Por diversas vezes já foi dito que a vacinação não significa necessariamente o fim da pandemia da Covid-19, contudo um conjunto de especialistas ouvidos pela ‘TSF’ vem agora dizer que se 70% da população for vacinada é possível que a crise de saúde pública acabe.
Paulo Paixão, presidente da Sociedade Portuguesa de Virologia, é um dos que defende essa premissa, mas isso não significa que a doença em si vá deixar de existir com os 70% de vacinação, o que termina é a pandemia, isto é, a propagação do vírus de forma acelerada e descontrolada, explica à mesma publicação.
Também Jaime Nina, professor da Universidade Nova de Lisboa e médico infeciologista no Hospital Egas Moniz, concorda com este facto, sublinhando que sem qualquer restrição, cada infetado transmite o vírus a uma média de 2,2 a 2,6 pessoas, o que implica que baste uma vacinação entre 65% a 70% da população, para que a média fique abaixo de 1 e «a epidemia se extinga espontaneamente», revela à estação de rádio.
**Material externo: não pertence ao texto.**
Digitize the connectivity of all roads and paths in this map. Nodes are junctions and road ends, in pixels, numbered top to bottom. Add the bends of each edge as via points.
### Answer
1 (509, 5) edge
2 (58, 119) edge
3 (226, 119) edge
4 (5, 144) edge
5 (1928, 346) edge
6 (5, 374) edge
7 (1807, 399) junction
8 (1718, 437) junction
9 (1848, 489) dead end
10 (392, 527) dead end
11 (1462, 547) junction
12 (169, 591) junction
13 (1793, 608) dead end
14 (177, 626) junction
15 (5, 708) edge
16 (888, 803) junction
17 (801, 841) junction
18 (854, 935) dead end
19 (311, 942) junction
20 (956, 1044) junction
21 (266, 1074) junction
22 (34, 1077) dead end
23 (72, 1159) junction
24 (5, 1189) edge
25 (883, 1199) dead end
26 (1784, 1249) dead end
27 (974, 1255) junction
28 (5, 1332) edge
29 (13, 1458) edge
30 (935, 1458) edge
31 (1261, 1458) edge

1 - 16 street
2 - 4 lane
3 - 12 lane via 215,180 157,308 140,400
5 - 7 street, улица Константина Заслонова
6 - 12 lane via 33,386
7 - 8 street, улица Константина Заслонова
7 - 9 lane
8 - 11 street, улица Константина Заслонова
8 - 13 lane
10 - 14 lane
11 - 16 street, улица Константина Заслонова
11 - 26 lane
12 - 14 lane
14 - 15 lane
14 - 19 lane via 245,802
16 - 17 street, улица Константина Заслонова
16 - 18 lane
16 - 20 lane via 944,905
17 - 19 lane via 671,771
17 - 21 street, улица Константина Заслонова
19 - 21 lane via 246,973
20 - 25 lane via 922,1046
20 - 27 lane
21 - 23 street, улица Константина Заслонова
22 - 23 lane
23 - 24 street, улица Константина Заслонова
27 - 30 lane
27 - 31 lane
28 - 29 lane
Apesar de reconhecer que atualmente as vacinas contra a Covid-19 estão a ser produzidas com uma rapidez sem precedentes e incomum neste tipo de processos tão complexos, o especialista indica que a segurança nos métodos usados é assegurada, havendo «muito pouca probabilidade de efeitos acessórios».
Segundo Paulo Paixão aquilo que a vacina faz passa por «simular uma infeção natural sem os riscos da infeção natural». O que é preciso atualmente clarificar não é a sua proteção ou eficácia contra a doença viral, mas sim, a duração da imunidade, que neste momento ainda é desconhecida, disse à estação de rádio.